TASK STATEMENT
Scan the data below. Pull out each line where "Write" occurs.

SUPPLIED RECORDS
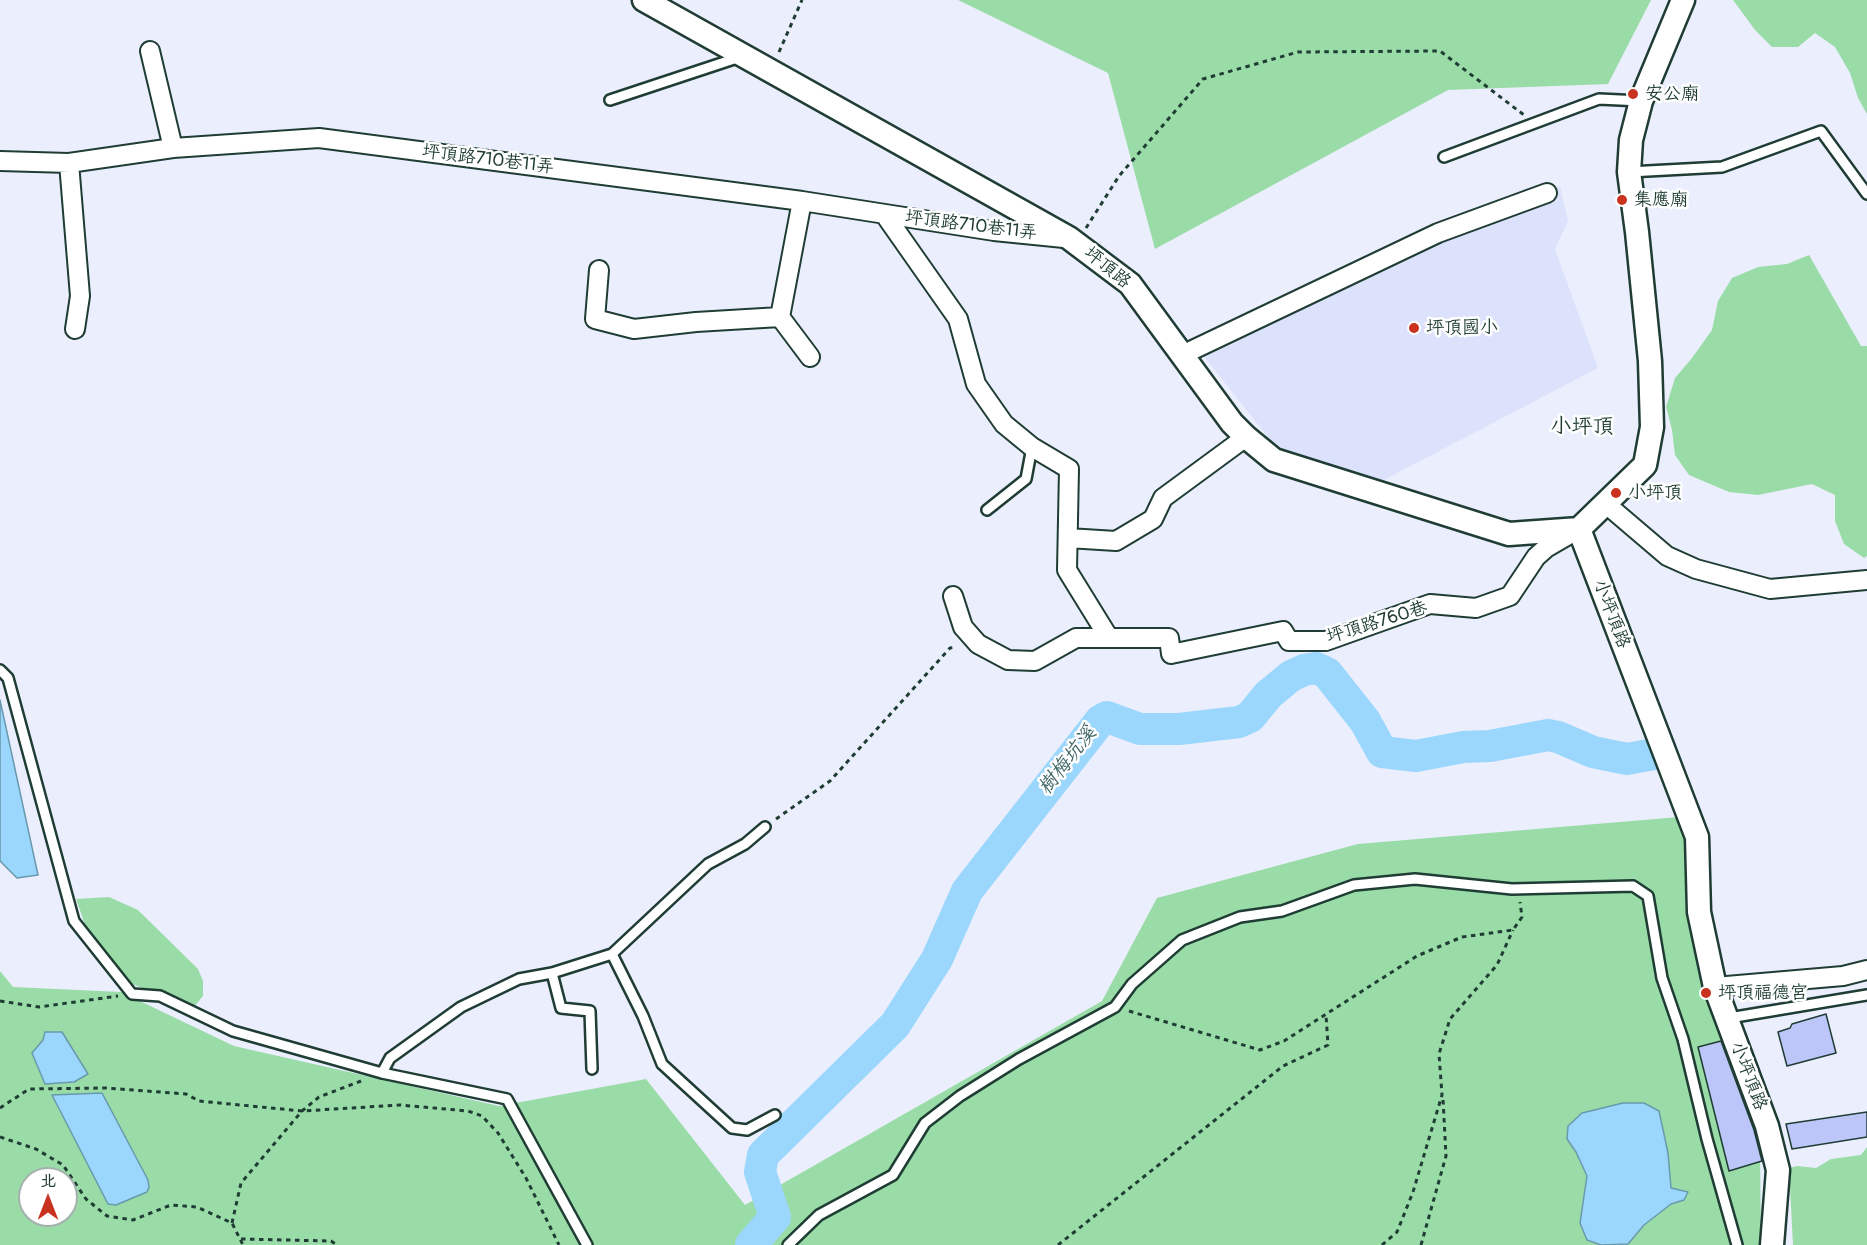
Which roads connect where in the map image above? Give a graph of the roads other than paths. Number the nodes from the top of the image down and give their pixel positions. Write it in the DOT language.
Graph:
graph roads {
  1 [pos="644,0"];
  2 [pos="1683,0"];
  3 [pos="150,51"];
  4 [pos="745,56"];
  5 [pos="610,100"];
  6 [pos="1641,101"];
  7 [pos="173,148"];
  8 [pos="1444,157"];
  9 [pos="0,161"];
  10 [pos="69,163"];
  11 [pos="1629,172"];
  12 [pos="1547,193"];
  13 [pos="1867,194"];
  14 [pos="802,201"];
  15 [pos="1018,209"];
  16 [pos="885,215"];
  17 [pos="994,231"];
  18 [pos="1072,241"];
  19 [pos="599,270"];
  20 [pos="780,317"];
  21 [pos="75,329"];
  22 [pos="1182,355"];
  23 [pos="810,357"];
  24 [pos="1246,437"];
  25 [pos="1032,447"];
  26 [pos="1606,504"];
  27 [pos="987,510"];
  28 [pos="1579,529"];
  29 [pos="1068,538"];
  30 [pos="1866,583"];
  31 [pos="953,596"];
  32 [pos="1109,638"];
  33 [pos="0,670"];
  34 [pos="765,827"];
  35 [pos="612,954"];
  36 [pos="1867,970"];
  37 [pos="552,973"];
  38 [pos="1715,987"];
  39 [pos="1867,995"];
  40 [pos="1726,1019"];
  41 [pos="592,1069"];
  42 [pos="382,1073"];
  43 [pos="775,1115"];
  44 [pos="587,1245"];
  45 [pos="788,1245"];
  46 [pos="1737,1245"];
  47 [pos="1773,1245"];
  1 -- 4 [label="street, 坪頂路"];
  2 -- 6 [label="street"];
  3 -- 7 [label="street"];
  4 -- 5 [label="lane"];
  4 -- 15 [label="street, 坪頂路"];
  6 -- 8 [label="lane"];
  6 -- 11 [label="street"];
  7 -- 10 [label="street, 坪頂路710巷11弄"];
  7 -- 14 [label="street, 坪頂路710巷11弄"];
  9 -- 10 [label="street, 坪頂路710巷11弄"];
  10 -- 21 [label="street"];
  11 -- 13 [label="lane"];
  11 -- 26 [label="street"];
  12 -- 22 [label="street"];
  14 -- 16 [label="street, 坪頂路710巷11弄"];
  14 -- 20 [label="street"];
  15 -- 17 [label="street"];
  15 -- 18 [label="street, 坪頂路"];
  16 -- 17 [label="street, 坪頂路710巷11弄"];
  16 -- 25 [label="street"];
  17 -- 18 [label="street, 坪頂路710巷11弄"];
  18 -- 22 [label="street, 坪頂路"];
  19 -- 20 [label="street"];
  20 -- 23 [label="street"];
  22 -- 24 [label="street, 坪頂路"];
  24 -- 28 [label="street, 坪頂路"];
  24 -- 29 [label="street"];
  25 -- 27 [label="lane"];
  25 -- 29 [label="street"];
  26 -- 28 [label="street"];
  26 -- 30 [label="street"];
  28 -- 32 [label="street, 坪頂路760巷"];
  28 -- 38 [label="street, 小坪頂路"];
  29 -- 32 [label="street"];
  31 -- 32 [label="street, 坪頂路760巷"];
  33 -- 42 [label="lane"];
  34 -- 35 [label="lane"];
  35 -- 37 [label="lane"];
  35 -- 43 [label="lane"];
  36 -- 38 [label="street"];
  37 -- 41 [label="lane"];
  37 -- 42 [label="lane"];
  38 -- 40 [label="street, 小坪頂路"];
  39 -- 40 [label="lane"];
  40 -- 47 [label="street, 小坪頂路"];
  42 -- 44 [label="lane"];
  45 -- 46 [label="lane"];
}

---

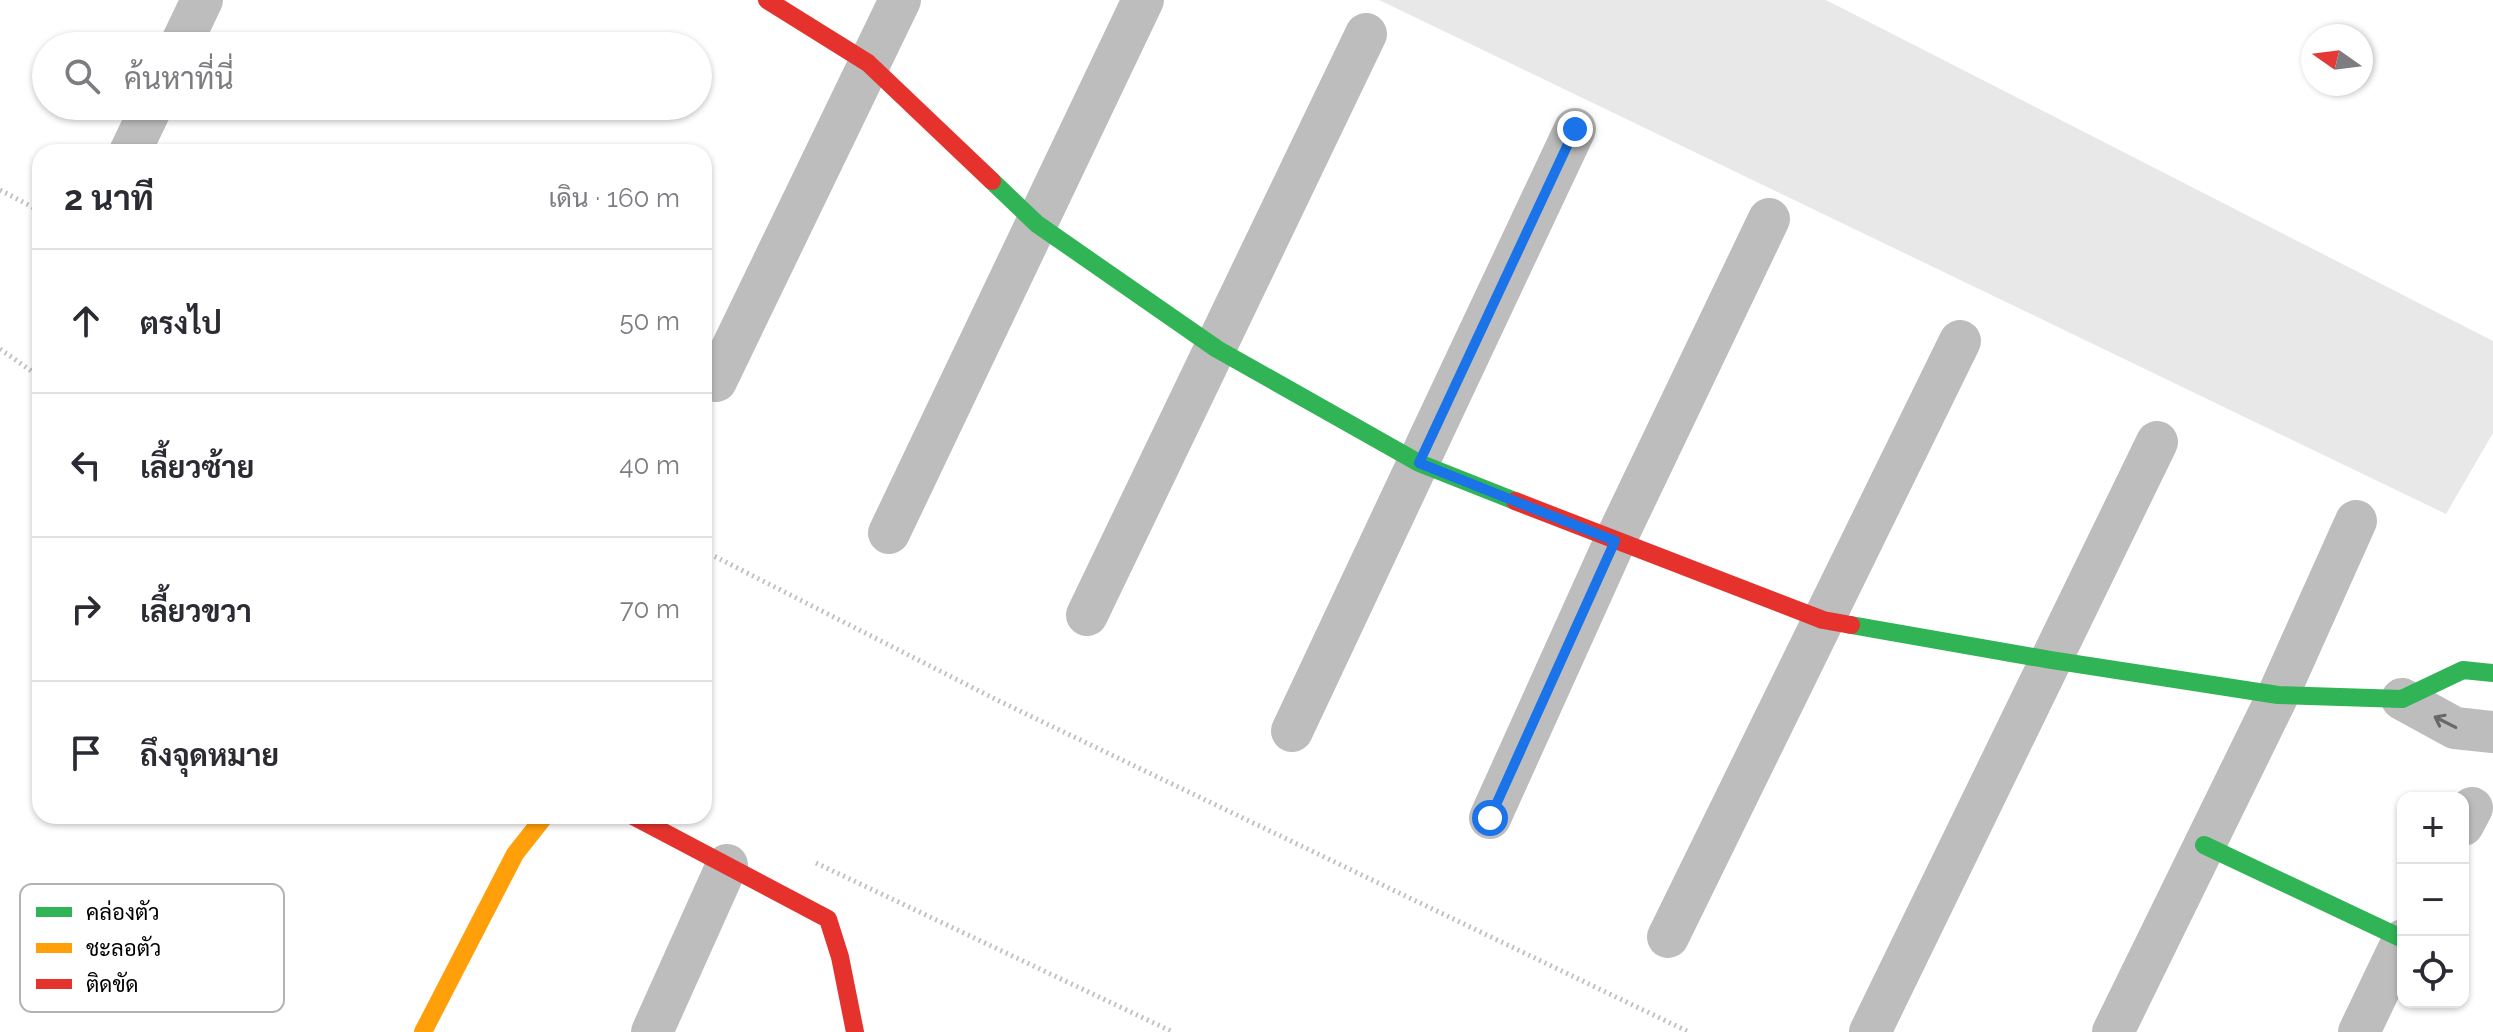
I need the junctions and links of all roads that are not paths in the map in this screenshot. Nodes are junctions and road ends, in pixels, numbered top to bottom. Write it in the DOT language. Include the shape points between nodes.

EXERCISE RESPONSE
Which roads connect where in the map image above? Give a graph of the roads other than paths. Number the nodes from the top of the image down and give their pixel positions. Write it in the DOT language.
I need the junctions and links of all roads that are not paths in the map in this screenshot. Nodes are junctions and road ends, in pixels, numbered top to bottom. Write it in the DOT language. Include the shape points between nodes.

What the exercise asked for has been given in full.